Rebuilding burned church is a first step: Alabama small town has two of everything, one Black, one White

National Catholic Reporter, August 23, 1996 by Martha Honey

BOLIGEE, Ala. -- The two-day drive from Washington, D.C., to Greene County in the heart of Alabama's black belt felt like a journey back through time. Three decades ago, during the summers of 1964 and '65, I had driven south to work in the civil rights movement in Mississippi and Alabama. Now I was returning in early July with my 15-year-old son, Jody Avirgan, to join a Quaker-run project rebuilding three of the black churches destroyed by arsonists since December.

A fourth Baptist church in the area is being rebuilt by the Mennonites.

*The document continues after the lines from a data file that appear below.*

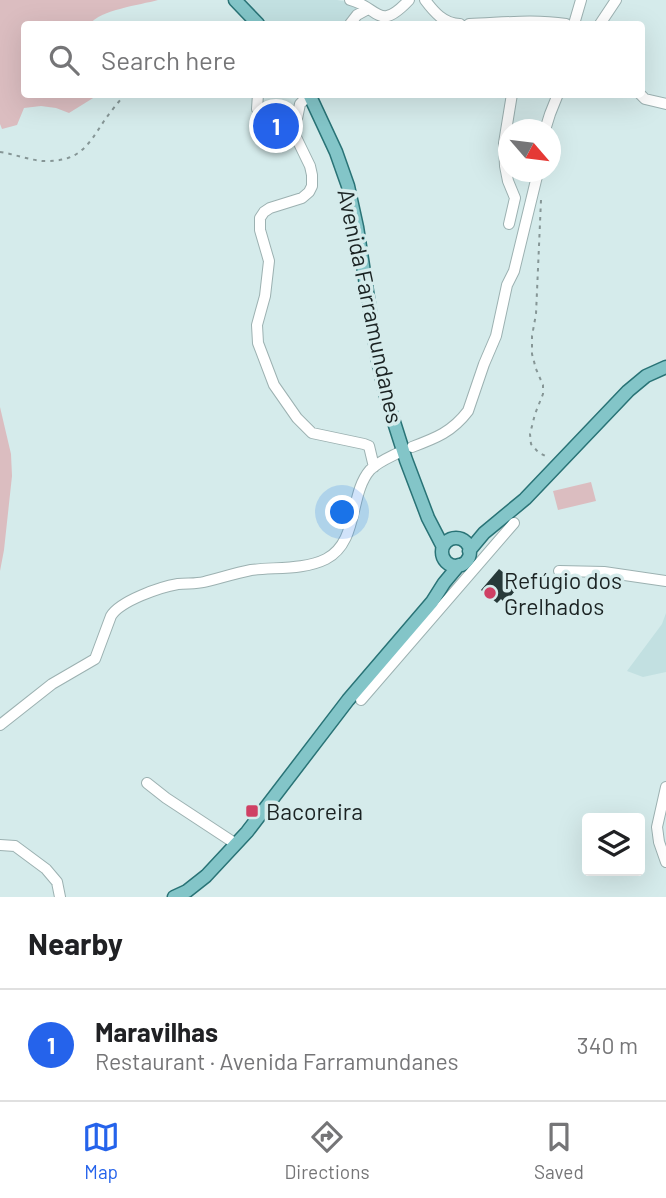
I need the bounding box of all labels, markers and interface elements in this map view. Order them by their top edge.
search box [21,21,645,98]
icon: search [45,41,83,79]
text: Search here [101,44,236,75]
pin: 1 [253,100,299,152]
north arrow [498,119,561,182]
street label: Avenida Farramundanes [332,186,410,426]
your location [325,495,359,529]
place label: Refúgio dos Grelhados [504,566,622,620]
marker: Refúgio dos Grelhados [482,585,498,601]
place label: Bacoreira [266,797,363,825]
marker: Bacoreira [244,803,260,819]
map controls [582,813,645,876]
button: layers [582,813,645,876]
text: Nearby [28,925,123,961]
text: Maravilhas [95,1016,218,1047]
text: 1 [47,1031,55,1059]
text: 340 m [577,1031,638,1059]
text: Restaurant · Avenida Farramundanes [95,1047,459,1075]
tab: Map [82,1118,120,1183]
tab: Directions [285,1118,370,1183]
tab: Saved [534,1118,584,1183]

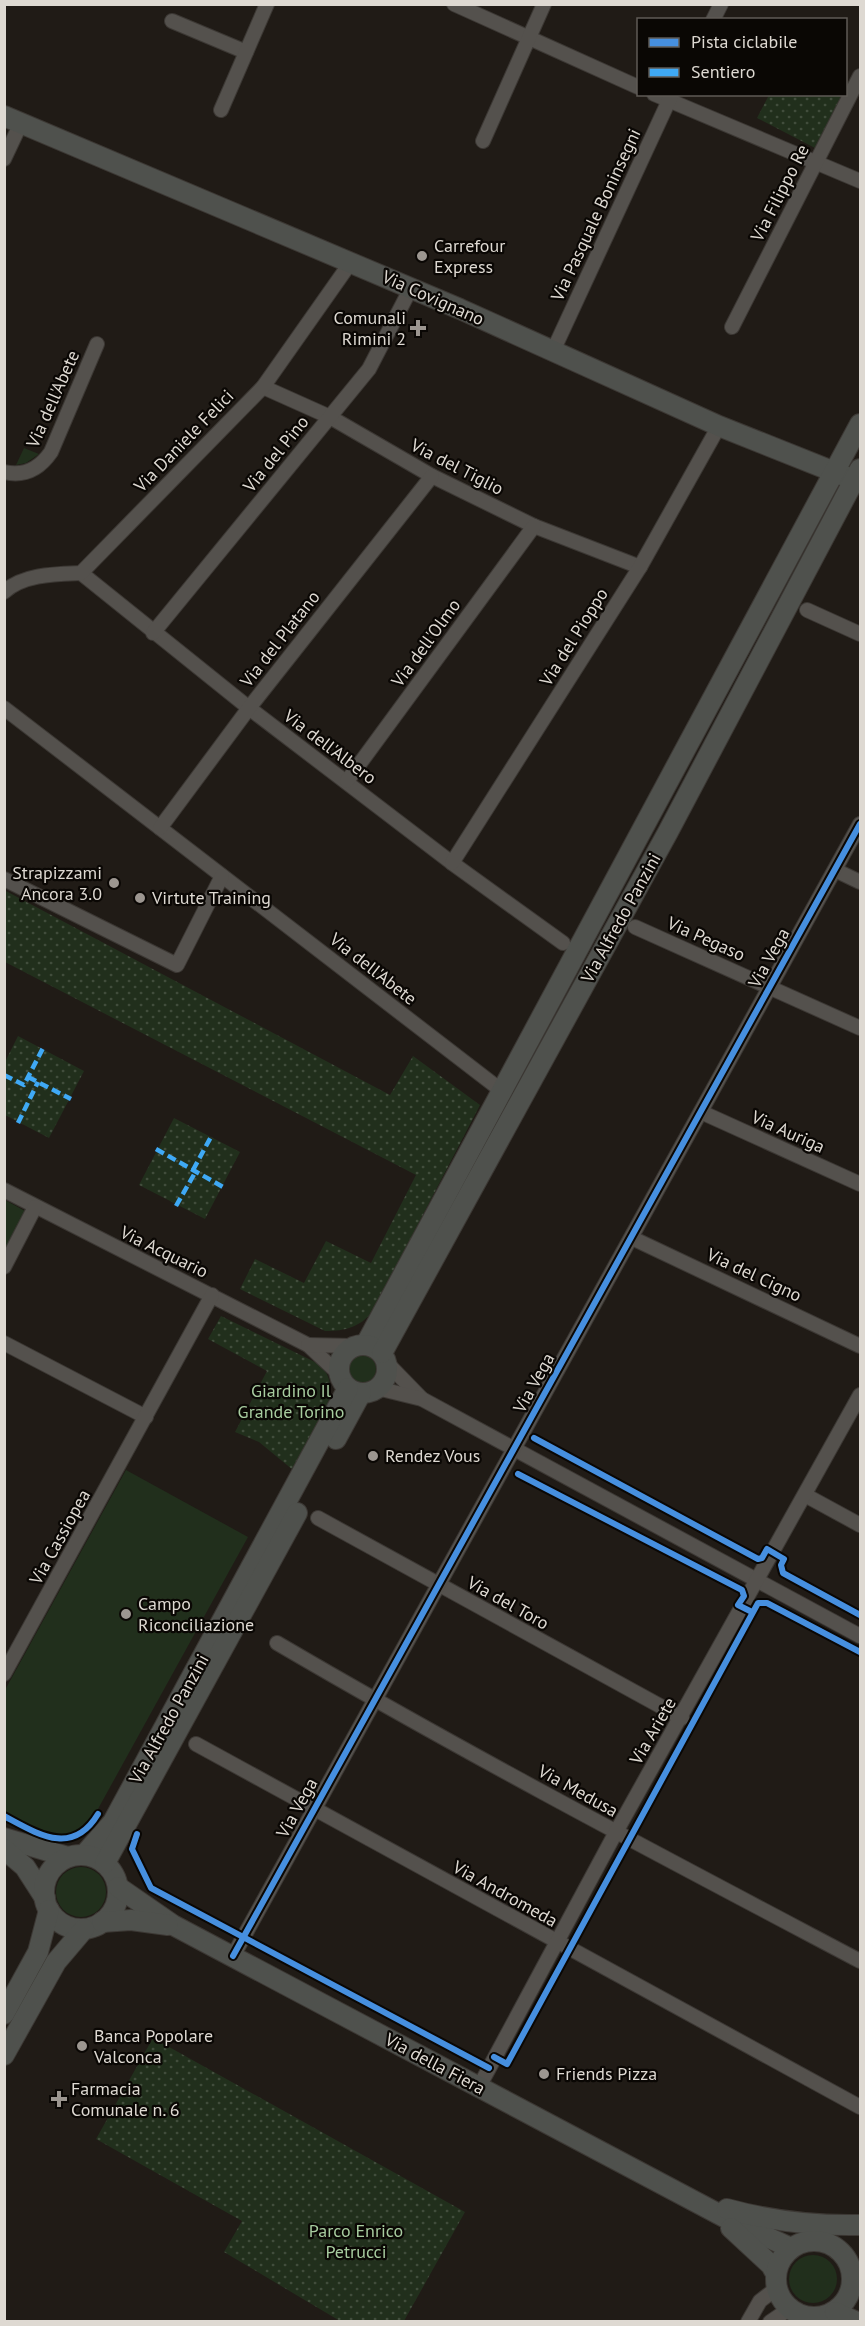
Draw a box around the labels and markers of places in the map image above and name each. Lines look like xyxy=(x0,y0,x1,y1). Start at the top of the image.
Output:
place label: Carrefour Express xyxy=(434,234,505,278)
marker: Carrefour Express xyxy=(415,249,429,263)
place label: Comunali Rimini 2 xyxy=(334,306,406,350)
marker: Comunali Rimini 2 xyxy=(411,321,425,335)
place label: Strapizzami Ancora 3.0 xyxy=(12,861,102,905)
marker: Strapizzami Ancora 3.0 xyxy=(107,876,121,890)
place label: Virtute Training xyxy=(151,886,271,909)
marker: Virtute Training xyxy=(133,891,147,905)
place label: Rendez Vous xyxy=(385,1444,480,1467)
marker: Rendez Vous xyxy=(366,1449,380,1463)
place label: Campo Riconciliazione xyxy=(138,1592,254,1636)
marker: Campo Riconciliazione xyxy=(119,1607,133,1621)
place label: Banca Popolare Valconca xyxy=(93,2024,213,2068)
marker: Banca Popolare Valconca xyxy=(75,2039,89,2053)
place label: Friends Pizza xyxy=(556,2062,657,2085)
marker: Friends Pizza xyxy=(537,2067,551,2081)
place label: Farmacia Comunale n. 6 xyxy=(71,2077,180,2121)
marker: Farmacia Comunale n. 6 xyxy=(52,2092,66,2106)

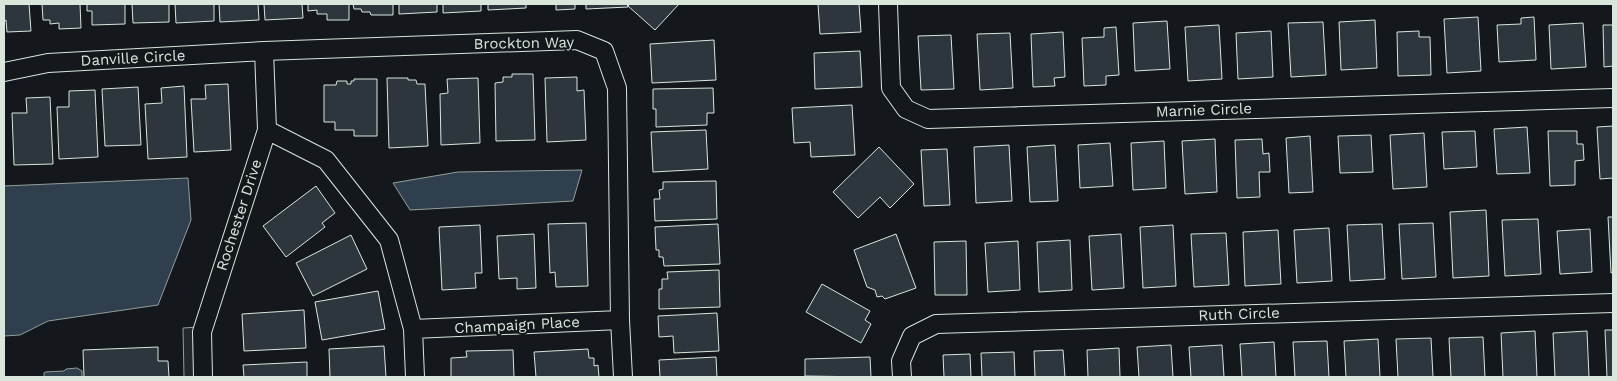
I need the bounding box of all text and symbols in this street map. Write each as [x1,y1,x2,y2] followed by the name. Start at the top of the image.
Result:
[474,33,575,53] street label: Brockton Way
[80,46,186,70] street label: Danville Circle
[1156,99,1252,121] street label: Marnie Circle
[213,157,265,273] street label: Rochester Drive
[1198,304,1280,324] street label: Ruth Circle
[454,313,580,337] street label: Champaign Place

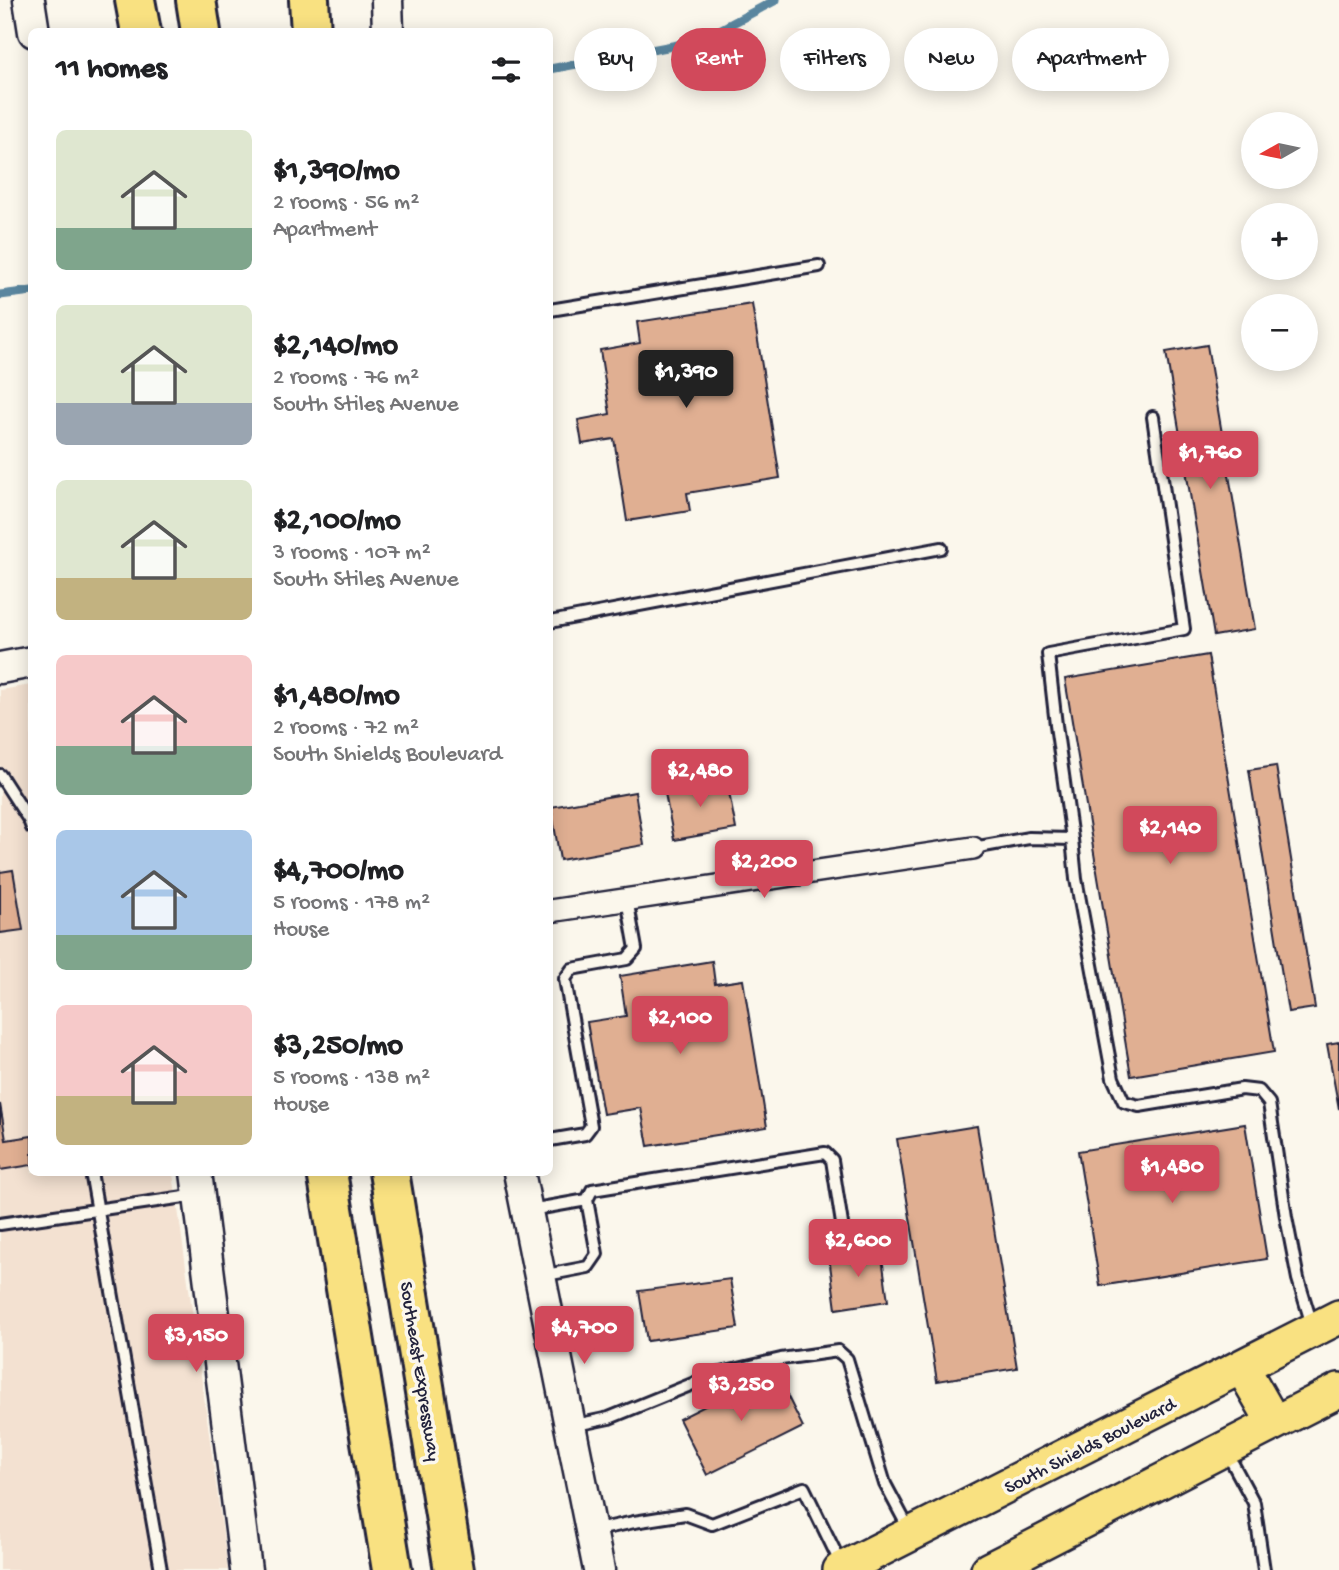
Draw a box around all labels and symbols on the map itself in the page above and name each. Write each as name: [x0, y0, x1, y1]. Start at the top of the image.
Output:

While my son pounded nails, I talked with old-timers and activists, blacks and whites, about what has changed, what's remained and why the upsurge in hate crimes.

Many are numbed by a sense of deja vu. At the Civil Rights Institute in Birmingham, advisory board member Carolyn McKinstry, 47, said, "When I started hearing about these church burnings, it became very real it was happening again. You always think things won't happen again."

In 1963, McKinstry was attending Sunday school in Birmingham's 16th Street Baptist Church when a bomb exploded, killing four young girls. "I lost four friends that day, and it instilled a lot of fear in me," recalled McKinstry. "Church burnings. Church bombings. It's like the ultimate in evil."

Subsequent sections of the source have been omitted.